09 jun. 2026

Cuarto Oscuro

En la política se dividen... pero en la Iglesia (o en la cama) se juntan. Ayer, la familia del senador liberal Alfredo Jaeggli se unió con la de la senadora patriaqueridista Ana Mendoza de Acha, a través del matrimonio de sus hijos. ¡Y hubo una festichola que haría envidiar al propio Víctor Bogado, mi cuate!

Cuarto Oscuro VIP: Monserrat Acha Mendoza y Juan Pablo Jaeggli Valdez unieron sus vidas en la capilla “Laura Lía”, de la Quinta Jaeggli, en el cerro Caacupé. ¿Saldrá de este matrimonio alguna alianza para el 2008?

Durante la ceremonia, el feliz suegro senador y padrino de la boda gritaba a voz en cuello a los fotógrafos de prensa: "¡Este casamiento costó mucho más que el de Víctor Bogado, pero la diferencia es que yo pago con mi plata!”. ¡Linda bombita!

Pero, como dirían los vendedores ambulantes en los ómnibus: ¡Eso no es todo! Ayer también se casaron Bibiana María Stroessner Rodríguez y Luis Antonio Ballasch Franco. Los padrinos, por parte de la novia, fueron: Alfredo Gustavo Stroessner Domínguez y Martha Rodríguez de Bedoya. ¡Otro chin chin político!

Si a eso le sumamos la pomposa y polémica boda del investigado por enriquecimiento ilícito ex titular de Copaco y Conatel, y actual presidente de la Cámara de Diputados..., algo está pasando. ¿Empezó una especie de fiebre de “ñemenda” en el mundo político?

Porque la otra fiebre del mundo político, la de “ñamonda”..., hace muuuucho que se inició, ¡y hasta ahora no se acaba!
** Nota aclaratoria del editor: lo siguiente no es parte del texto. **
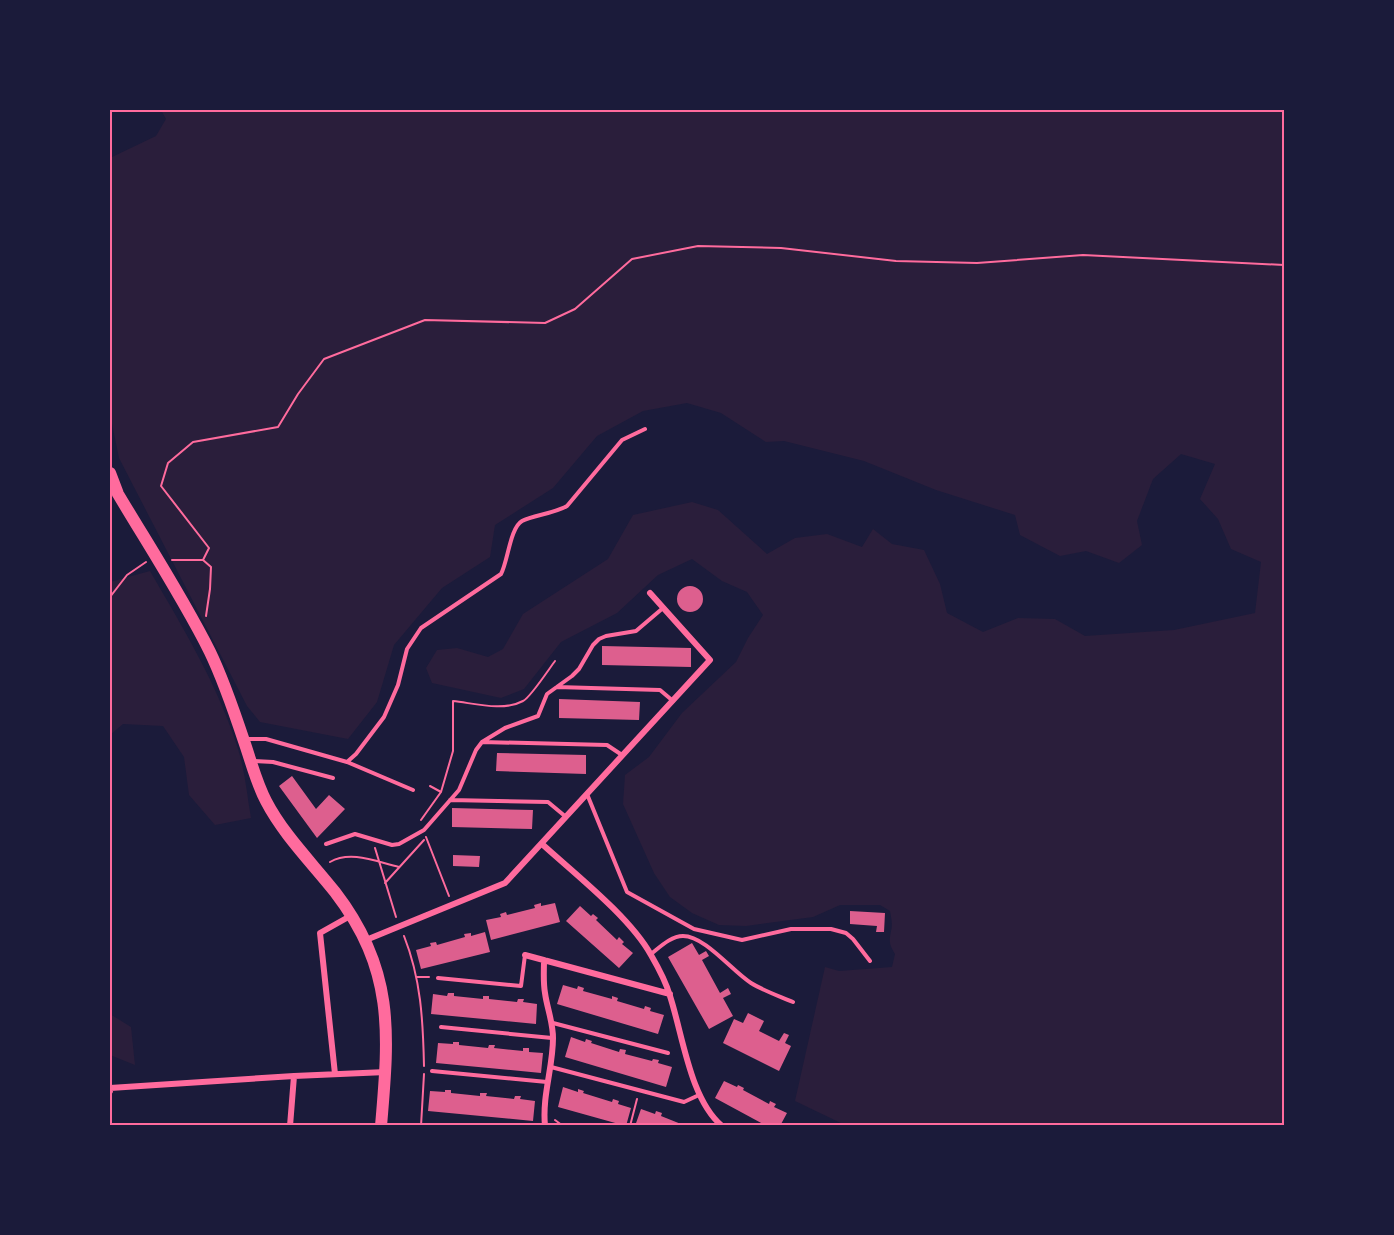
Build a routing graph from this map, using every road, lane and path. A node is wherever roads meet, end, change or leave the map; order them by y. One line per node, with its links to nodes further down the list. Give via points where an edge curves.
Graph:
1 (1284, 265): 4 (path, via 1083,255 977,263 896,261 781,248 698,246 632,259 575,309 545,323 425,320 324,359 278,427 193,442 168,463 161,486 209,548)
2 (645, 429): 16 (lane, via 622,440 567,506 522,521 515,528 501,574 421,628 407,649 398,685 384,717)
3 (110, 473): 5 (main road)
4 (203, 560): 5 (path); 9 (path, via 211,567 210,589 207,612)
5 (157, 561): 7 (path, via 146,562 127,575); 9 (main road)
6 (650, 593): 8 (street)
7 (110, 597)
8 (663, 608): 10 (lane, via 636,631 599,639 579,669); 11 (street, via 710,660)
9 (198, 632): 12 (main road, via 210,652)
10 (556, 687): 11 (lane, via 660,690); 13 (lane, via 547,694 538,716 505,728)
11 (672, 701): 14 (street)
12 (243, 739): 15 (main road); 16 (lane, via 266,739)
13 (482, 742): 14 (lane, via 607,745); 22 (lane, via 465,780)
14 (623, 755): 21 (street)
15 (250, 760): 17 (lane); 33 (main road, via 267,802 284,828)
16 (347, 762): 19 (lane)
17 (333, 778)
18 (430, 786): 20 (path)
19 (413, 790)
20 (441, 792)
21 (587, 794): 23 (street); 39 (lane, via 627,892 694,929 742,940 791,929 846,933)
22 (450, 800): 23 (lane, via 548,802); 25 (lane, via 424,830 399,844)
23 (566, 817): 27 (street)
24 (431, 833): 30 (path)
25 (372, 839): 26 (lane, via 355,834); 29 (path)
26 (326, 844)
27 (542, 844): 34 (street, via 505,883); 36 (street, via 616,912)
28 (330, 862): 29 (path, via 349,856)
29 (379, 862): 30 (path); 31 (path)
30 (399, 867): 31 (path)
31 (385, 883): 32 (path)
32 (392, 905)
33 (352, 915): 34 (main road); 51 (street, via 320,933)
34 (366, 940): 50 (main road, via 382,993 387,1032)
35 (406, 943): 40 (path)
36 (651, 954): 42 (street); 43 (lane, via 673,939 684,936 698,940 749,982)
37 (525, 955): 38 (street); 41 (lane, via 521,986)
38 (544, 960): 42 (street); 44 (street, via 545,993)
39 (870, 961)
40 (417, 976): 41 (path); 59 (path, via 424,1046)
41 (438, 978)
42 (670, 994): 56 (street)
43 (793, 1002)
44 (553, 1023): 46 (street); 47 (lane)
45 (441, 1028): 46 (lane)
46 (553, 1038): 48 (street)
47 (668, 1053)
48 (551, 1067): 53 (street); 55 (lane)
49 (432, 1071): 53 (lane)
50 (386, 1072): 51 (street); 58 (main road)
51 (335, 1074): 52 (street)
52 (294, 1076): 54 (street); 57 (street)
53 (547, 1082): 60 (street)
54 (110, 1091)
55 (640, 1091): 56 (lane, via 684,1102); 61 (path)
56 (699, 1095): 62 (street, via 711,1116)
57 (290, 1125)
58 (381, 1125)
59 (421, 1125)
60 (545, 1125)
61 (630, 1125)
62 (722, 1125)

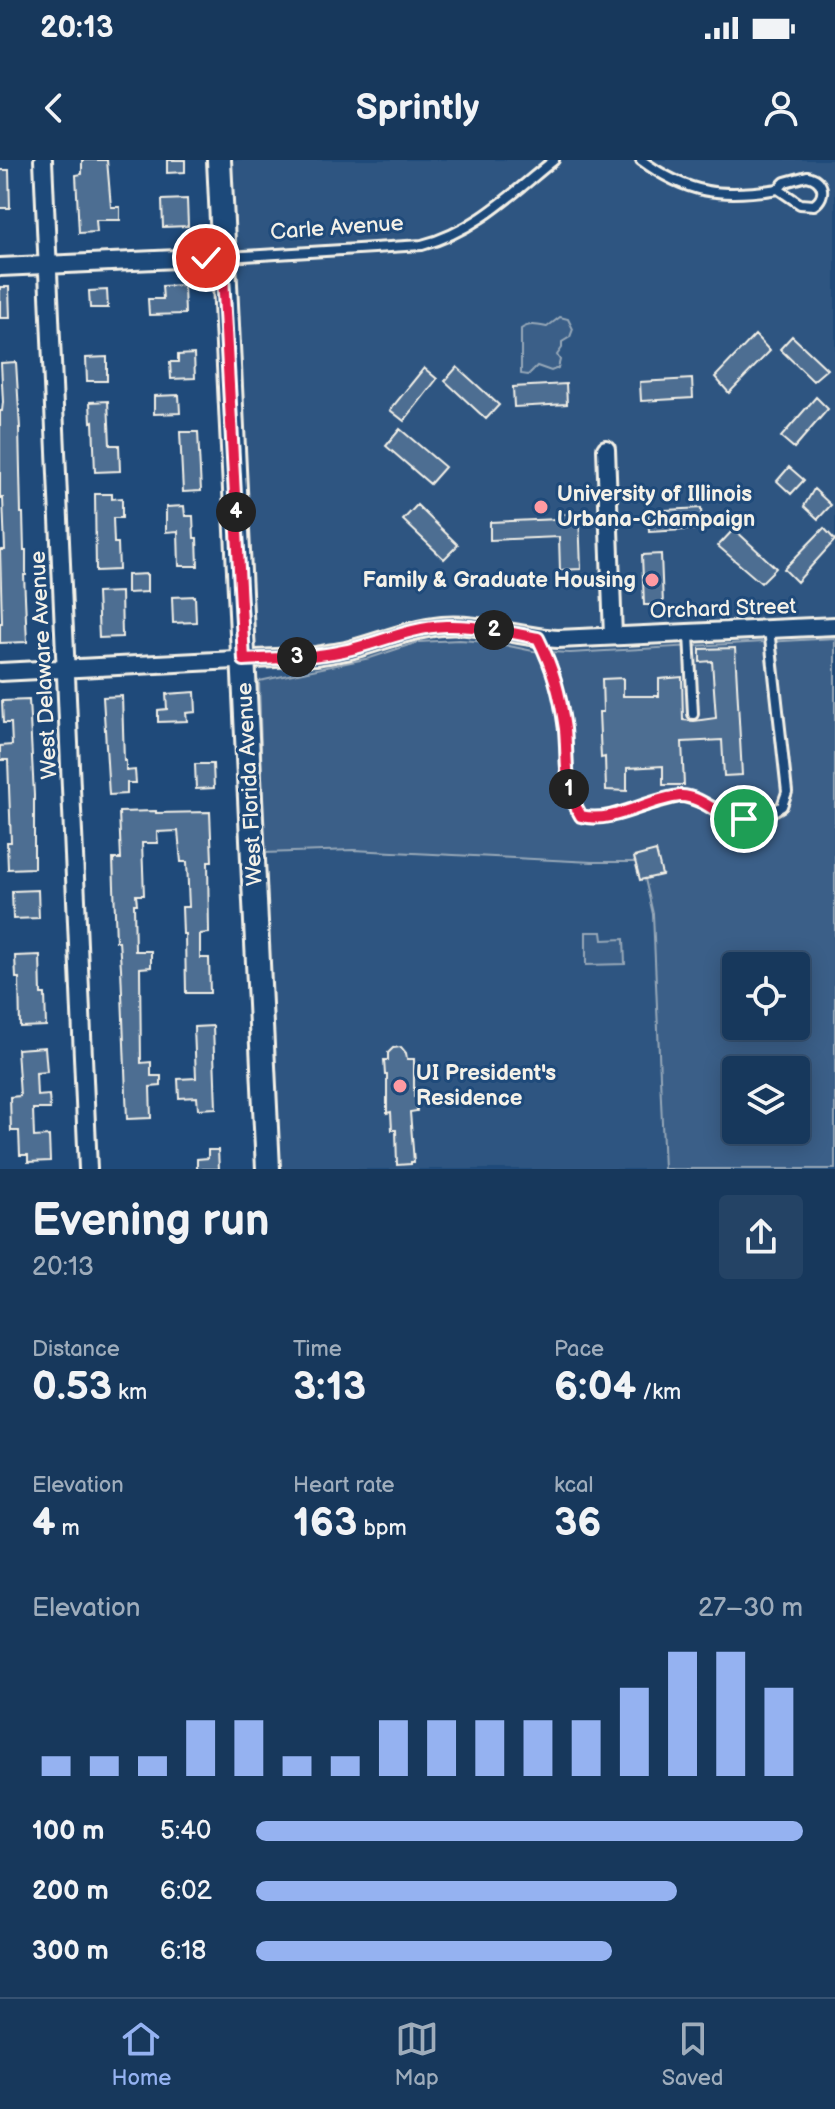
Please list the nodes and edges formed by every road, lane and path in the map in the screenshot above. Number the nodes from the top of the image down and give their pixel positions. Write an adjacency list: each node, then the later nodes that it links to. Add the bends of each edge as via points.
1 (43, 160): 7 (street, West Delaware Avenue)
2 (219, 160): 6 (main road, West Florida Avenue)
3 (554, 160): 6 (lane, Carle Avenue, via 469,227 437,241)
4 (641, 160): 5 (lane, via 695,189 744,195)
5 (778, 189): 5 (lane, via 806,206 819,201 823,189 821,182 807,176)
6 (222, 257): 7 (street, Carle Avenue); 15 (main road, West Florida Avenue)
7 (48, 264): 8 (street, Carle Avenue); 16 (street, West Delaware Avenue)
8 (0, 267)
9 (606, 449): 13 (street)
10 (835, 626): 11 (street, Orchard Street)
11 (769, 629): 12 (street, Orchard Street); 14 (lane, via 787,792 782,806 744,819 728,818 682,796 604,817 581,816 569,792 553,668)
12 (689, 633): 13 (street, Orchard Street); 18 (lane)
13 (613, 636): 14 (street, Orchard Street)
14 (538, 638): 15 (street, Orchard Street, via 442,626 316,656)
15 (244, 660): 16 (street, Orchard Street); 20 (main road, West Florida Avenue)
16 (66, 668): 17 (street, Orchard Street); 19 (street, West Delaware Avenue)
17 (0, 672)
18 (693, 714)
19 (88, 1169)
20 (268, 1169)

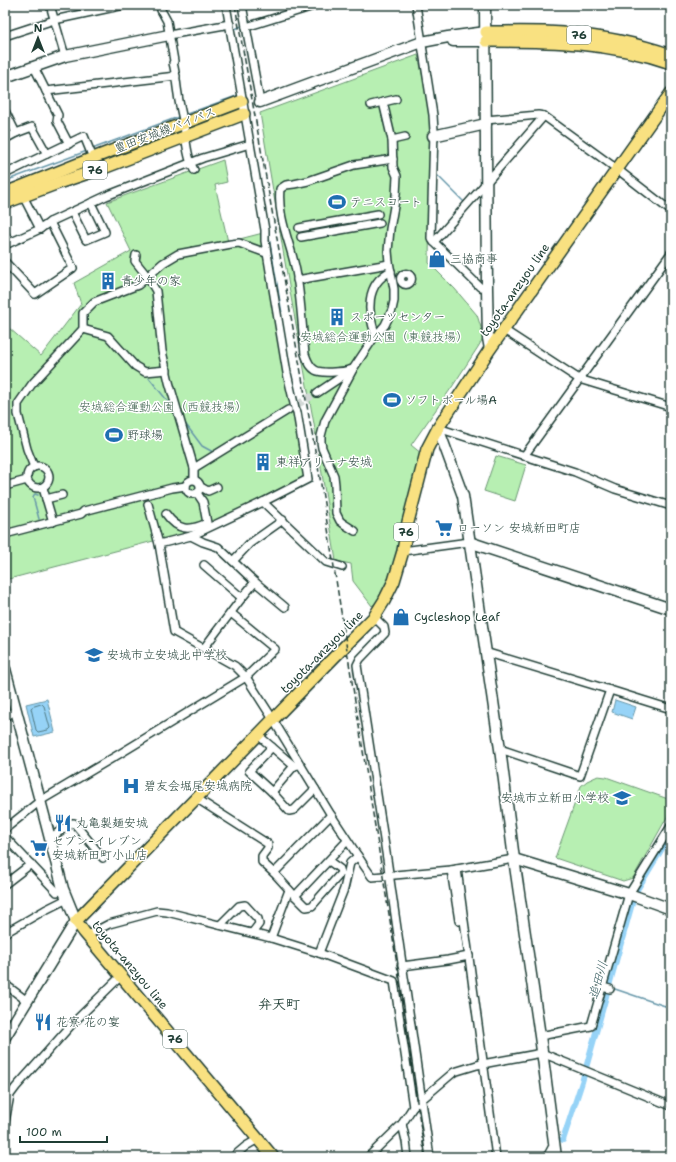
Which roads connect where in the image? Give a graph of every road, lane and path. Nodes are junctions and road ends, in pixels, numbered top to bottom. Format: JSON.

Parece que se desató la guerra entre los liberales, en el Departamento Central. El ex gobernador, ex ministro de Agricultura, ex parlamentario y muchos más ex, Luis Alberto Wagner, anda echando sapos y culebras contra su correlí Federico Franco, denunciando que éste dejó el manejo del dinero del programa del vaso de leche en manos de una ONG, casualmente manejada por gente de su movimiento, entre ellos un primo suyo. ¡Qué lindo!

Pero lo que se preguntan los de otro bando es por qué Wagner se calló tanto tiempo y denuncia recién ahora, casualmente cuando está embarcado en la campaña electoral de Carlos Mateo Balmelli, competidor de Federico Franco, para la presidencia de la República. ¿No será que eso se llama oportunismo político?

Si algo interesante tienen las campañas electorales, es que a medida en que se acercan, empiezan a salir los trapitos sucios al sol, sacados a la luz por los propios correligionarios y ocasionales competidores. De paso, nos enteramos de todas las trapisondas.